Washing machines are part of our daily lives and for most of us they have been a common household appliance since we were kids. But how do they really work?

We know that at the end of a cycle we end up with fresh smelling washing and all of the dirt has magically disappeared so lets have a quick look at how washing machines work on the inside.

The first step is the one that we are most familiar with and that is filling the washing machine with clothes or other laundry. Keeping colours and whites separate and taking care not to overload the washing machine because we then know that the clothes will not be washed properly.

You close the lid and turn on the machine and it will fill with water until it is full and then what is called the agitator will stir the clothes, which is what actually washes them.

Then the soapy water is drained and fresh water fills the tub. This time the agitator’s job is to rinse the clothes and once this is done the machine is once again drained of water and it spins to remove as much water from the clothes as possible.

Now lets have a look inside to understand why a washing machine is so heavy.

What’s under the hood

One of the things that makes it so heavy is the concrete block that is in place to balance the heavy electric motor which in turn moves the extremely heavy gearbox which is fastened to the inner tub that is made of steel.

Many washing machines are extremely heavy because of the weight of their components.

Washing machines generally have two steel tubs with the one inside is where you put your clothes. It has the agitator positioned in the middle and it has perforated sides where the water exits as it spins.

The external or outer tub actually seals in the water and is fixed to the frame of the washing machine. The inner tub is instead attached to the gearbox so that it is free to move during the wash and spin cycles without colliding with the rest of the washing machine.

The support system

There are three pulleys inside a washing machine to keep it balanced. They ensure that if one side of the frame moves up then the other side will travel down.

The cable and pulley system holds to weight of the internal components and allows them to move so that the entire machine does not vibrate uncontrollably.
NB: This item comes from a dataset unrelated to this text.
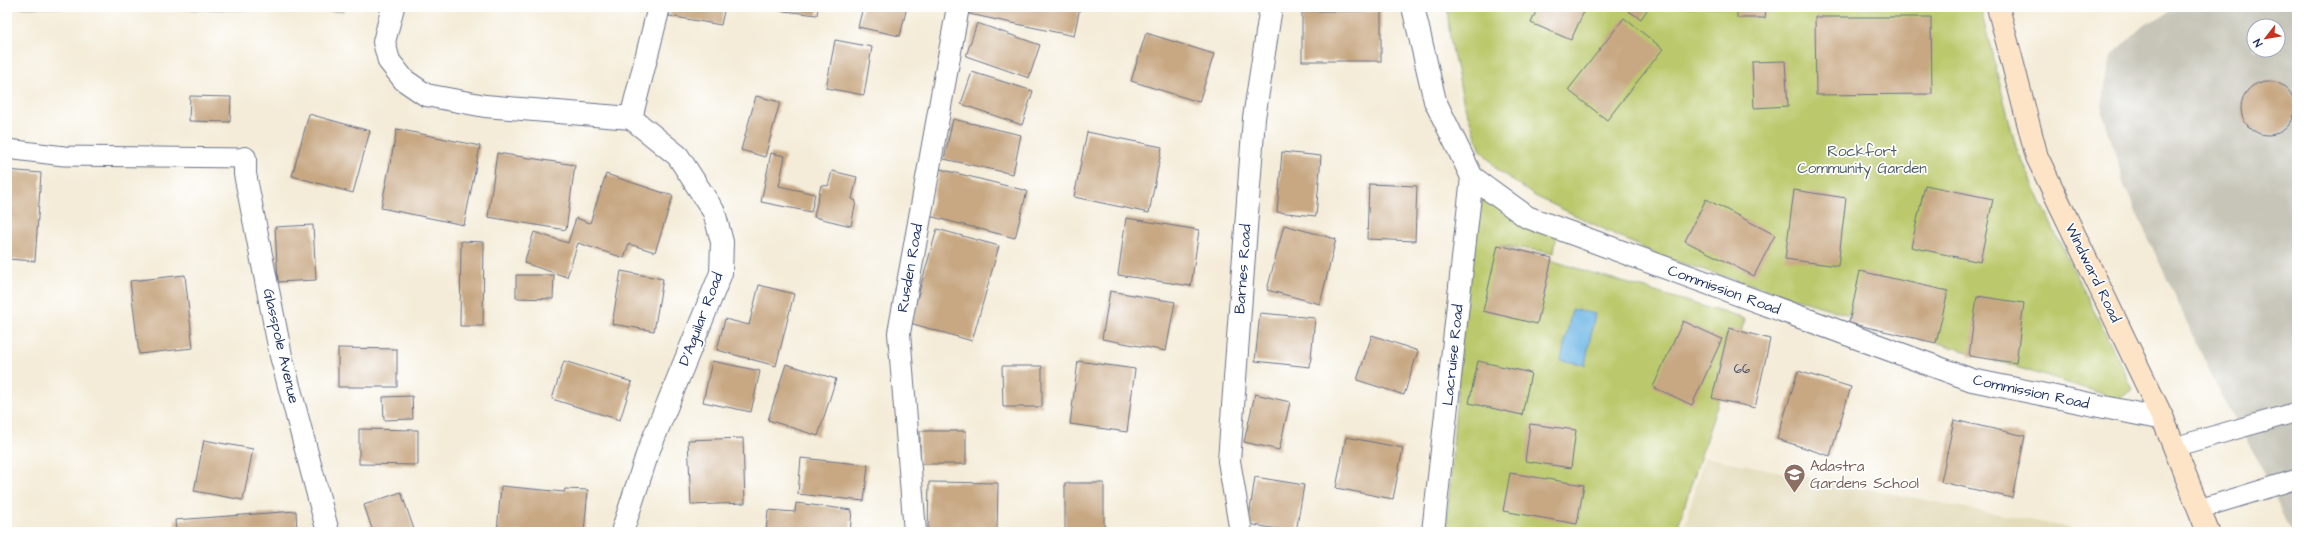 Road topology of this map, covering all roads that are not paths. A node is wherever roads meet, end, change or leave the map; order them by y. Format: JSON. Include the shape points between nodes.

There is also an internal damping system that absorbs a portion of the vibrations through the use of friction.

The damping system

Each of the four corners of a washing machine contains a mechanism that is quite similar to a disc brake on a car and in fact the purpose is similar as well. This mechanise pushes two pads against a metal plate that is fixed to the frame of the washing machine which helps to control the amount of vibration when the machine is operating.